At island three, where the framboise syrup was coming along nicely, she reached for a chocolate-coconut cluster she let slip under the lid of the stove. It was close to a burner that was never used, and above an oven that was utilized solely to store extra cooking pans. The candy delight could only be exposed if the overhead plate was removed for cleaning, but could be ferreted out with some dexterous finger work.
At island four, she returned to her strawberry mousse, feeling none of the earlier anxiety about its fate abated. So she reached under the counter and into the cupboard and took the “cheese” out of the rat trap. It was in truth a piece of white chocolate.
Still, she couldn’t stop stressing over the future state of the strawberry mousse. But her anxiety was being relieved all the same by a growing light-headedness. She grabbed hold of the polished marble countertop to keep from keeling over.
To her delight, the strawberry mousse turned out pretty much perfect. She had the strawberry flavor she was looking for and the gelatin was enough to hold the mousse together.
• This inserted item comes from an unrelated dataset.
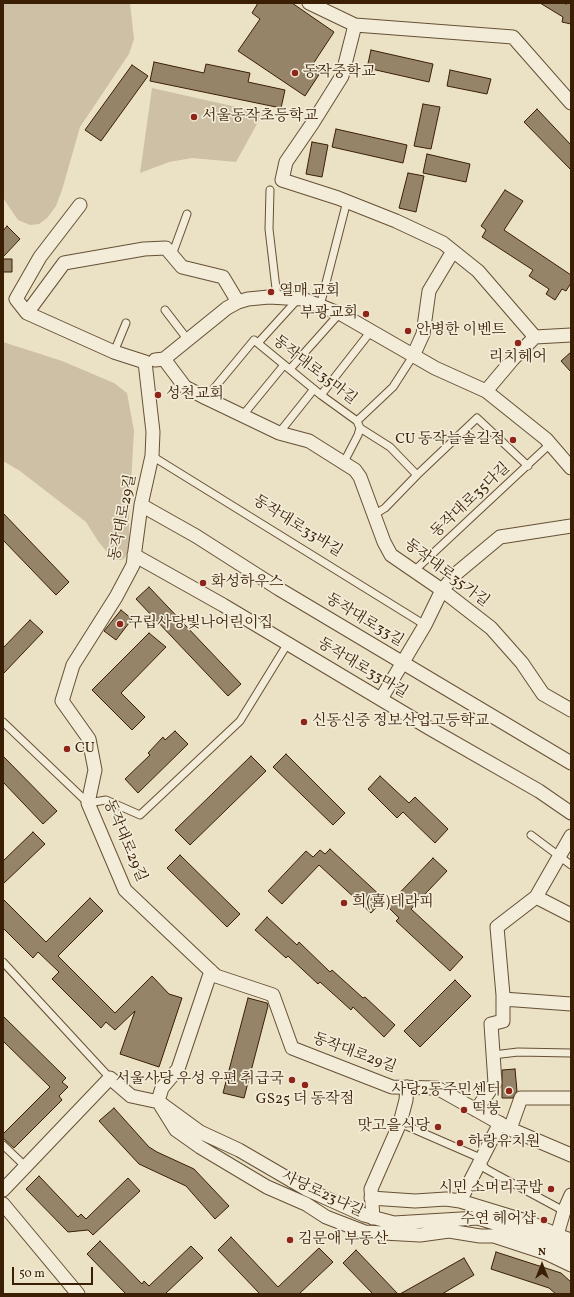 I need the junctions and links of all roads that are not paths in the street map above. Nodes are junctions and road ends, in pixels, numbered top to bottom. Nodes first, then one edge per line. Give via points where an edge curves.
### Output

It was really soft, the same melt-in-your-mouth texture as the pistachio mousse.
She sighed with relief—then collapsed on the tile, and seized violently before passing out cold on the kitchen floor.
***
Thornton shuffled in, reporting for work, a minute or so following Irene’s collapse on the kitchen floor. “Why am I the one to have to deal with everything going on around here? Never anyone else, just me.” His tone conveyed not one crumb of charity.
He picked up the phone, one of the first models to ever be introduced, cranked the handle, and awaited the operator. They had several on staff inside the house whose job it was to place calls and do the holding necessary for the master and mistress of the house. But as this call was coming from the kitchen, they weren’t exactly sprinting to get to the phone. The inconsiderate bastards. When one of them finally picked up, he said, “Get an ambulance. It’s Irene and one of her diabetic comas.”
“Again?” It was Annie.
“What have you got to be indignant about? I’m the one who’s got to have his breakfast with a corpse lying in the room.”
“Don’t be such a drama queen.”
“She may as well be dead. They can’t keep performing miracles to bring her back. Even a cat has just nine lives.” He hung up on Annie.
He flung op
en the door on the fridge to find it empty. “Damn it, Irene. You said the doctor cured you of the hoarding.”
Frumpley walked in in time to see Thornton slamming the door on the empty fridge. He spied Irene on the floor, frozen in a tortured position as if rigor mortis had set in following the hit and run. “I see we get to go on safari to the far corners of the kitchen and pantries in search of where she’s stowed all the food again.”
“Screw that. I’ll content myself with one of her desserts. She’s rather outdone herself.”
Frumpley hung up his overcoat. “Don’t you lay a finger on those. The sheikh’s in town. He’ll have your hide. He buried the gardener up to his neck in a mound of ants for crossing his path en route to the house. We’re still trying to figure out what bad luck omen that is. Maybe if he’d crossed the path from the right. They’re not very good about things happening to the left of them.”
Wilder walked in on the scene in the kitchen, made a sour face at Irene on the tile floor. “What are we supposed to do for breakfast?”